(Entries shown)

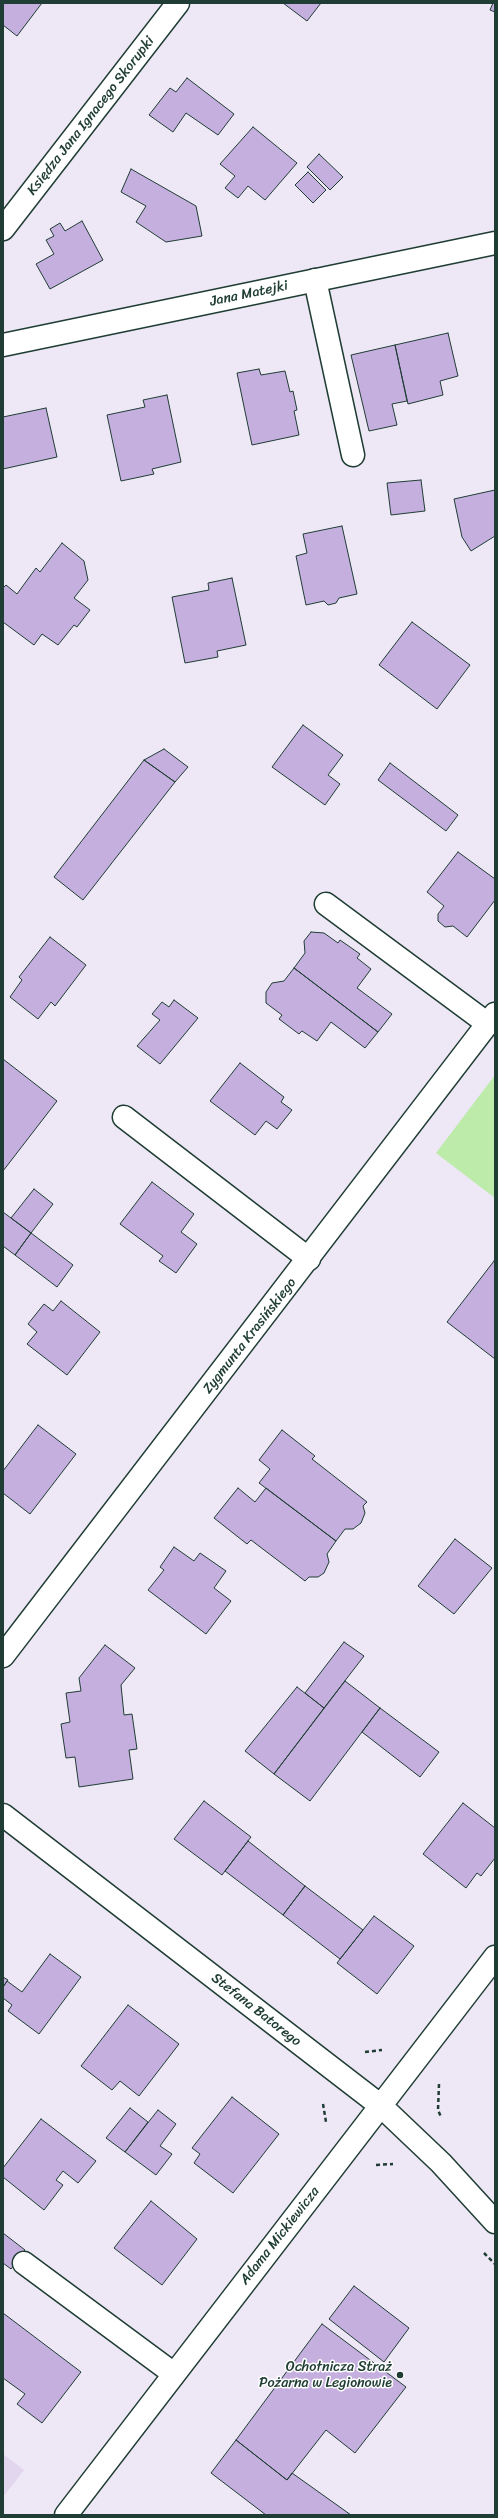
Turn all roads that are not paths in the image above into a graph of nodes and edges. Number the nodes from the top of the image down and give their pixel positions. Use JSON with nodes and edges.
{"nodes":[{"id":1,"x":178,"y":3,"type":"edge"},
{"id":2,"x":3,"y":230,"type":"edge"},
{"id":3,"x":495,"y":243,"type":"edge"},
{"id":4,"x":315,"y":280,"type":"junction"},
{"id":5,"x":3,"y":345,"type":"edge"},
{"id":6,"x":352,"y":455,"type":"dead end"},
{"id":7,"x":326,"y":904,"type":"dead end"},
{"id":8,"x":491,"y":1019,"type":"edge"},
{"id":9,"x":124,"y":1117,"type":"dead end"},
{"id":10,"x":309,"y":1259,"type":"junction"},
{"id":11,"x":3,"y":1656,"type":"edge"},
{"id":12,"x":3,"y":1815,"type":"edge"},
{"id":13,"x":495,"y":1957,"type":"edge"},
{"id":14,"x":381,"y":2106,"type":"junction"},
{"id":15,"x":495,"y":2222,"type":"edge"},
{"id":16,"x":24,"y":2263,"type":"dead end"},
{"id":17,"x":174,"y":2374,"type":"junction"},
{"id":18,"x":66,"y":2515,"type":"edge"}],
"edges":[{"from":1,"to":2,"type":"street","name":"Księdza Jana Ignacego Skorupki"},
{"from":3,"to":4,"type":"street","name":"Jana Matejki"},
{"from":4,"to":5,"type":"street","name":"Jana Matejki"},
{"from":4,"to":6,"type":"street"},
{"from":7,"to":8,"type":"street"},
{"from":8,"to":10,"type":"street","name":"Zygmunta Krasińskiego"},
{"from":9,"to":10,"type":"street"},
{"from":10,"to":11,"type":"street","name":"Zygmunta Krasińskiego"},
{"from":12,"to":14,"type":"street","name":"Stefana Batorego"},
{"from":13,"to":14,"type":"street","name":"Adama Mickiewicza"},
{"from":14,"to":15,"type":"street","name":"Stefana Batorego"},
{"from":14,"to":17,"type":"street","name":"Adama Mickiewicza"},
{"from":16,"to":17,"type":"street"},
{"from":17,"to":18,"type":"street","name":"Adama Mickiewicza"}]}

(End Entries shown)

**What is required**. With the pictures left aside, write out all of the records above exactly.

**Answer section**.
Turn all roads that are not paths in the image above into a graph of nodes and edges. Number the nodes from the top of the image down and give their pixel positions. Use JSON with nodes and edges.
{"nodes":[{"id":1,"x":178,"y":3,"type":"edge"},
{"id":2,"x":3,"y":230,"type":"edge"},
{"id":3,"x":495,"y":243,"type":"edge"},
{"id":4,"x":315,"y":280,"type":"junction"},
{"id":5,"x":3,"y":345,"type":"edge"},
{"id":6,"x":352,"y":455,"type":"dead end"},
{"id":7,"x":326,"y":904,"type":"dead end"},
{"id":8,"x":491,"y":1019,"type":"edge"},
{"id":9,"x":124,"y":1117,"type":"dead end"},
{"id":10,"x":309,"y":1259,"type":"junction"},
{"id":11,"x":3,"y":1656,"type":"edge"},
{"id":12,"x":3,"y":1815,"type":"edge"},
{"id":13,"x":495,"y":1957,"type":"edge"},
{"id":14,"x":381,"y":2106,"type":"junction"},
{"id":15,"x":495,"y":2222,"type":"edge"},
{"id":16,"x":24,"y":2263,"type":"dead end"},
{"id":17,"x":174,"y":2374,"type":"junction"},
{"id":18,"x":66,"y":2515,"type":"edge"}],
"edges":[{"from":1,"to":2,"type":"street","name":"Księdza Jana Ignacego Skorupki"},
{"from":3,"to":4,"type":"street","name":"Jana Matejki"},
{"from":4,"to":5,"type":"street","name":"Jana Matejki"},
{"from":4,"to":6,"type":"street"},
{"from":7,"to":8,"type":"street"},
{"from":8,"to":10,"type":"street","name":"Zygmunta Krasińskiego"},
{"from":9,"to":10,"type":"street"},
{"from":10,"to":11,"type":"street","name":"Zygmunta Krasińskiego"},
{"from":12,"to":14,"type":"street","name":"Stefana Batorego"},
{"from":13,"to":14,"type":"street","name":"Adama Mickiewicza"},
{"from":14,"to":15,"type":"street","name":"Stefana Batorego"},
{"from":14,"to":17,"type":"street","name":"Adama Mickiewicza"},
{"from":16,"to":17,"type":"street"},
{"from":17,"to":18,"type":"street","name":"Adama Mickiewicza"}]}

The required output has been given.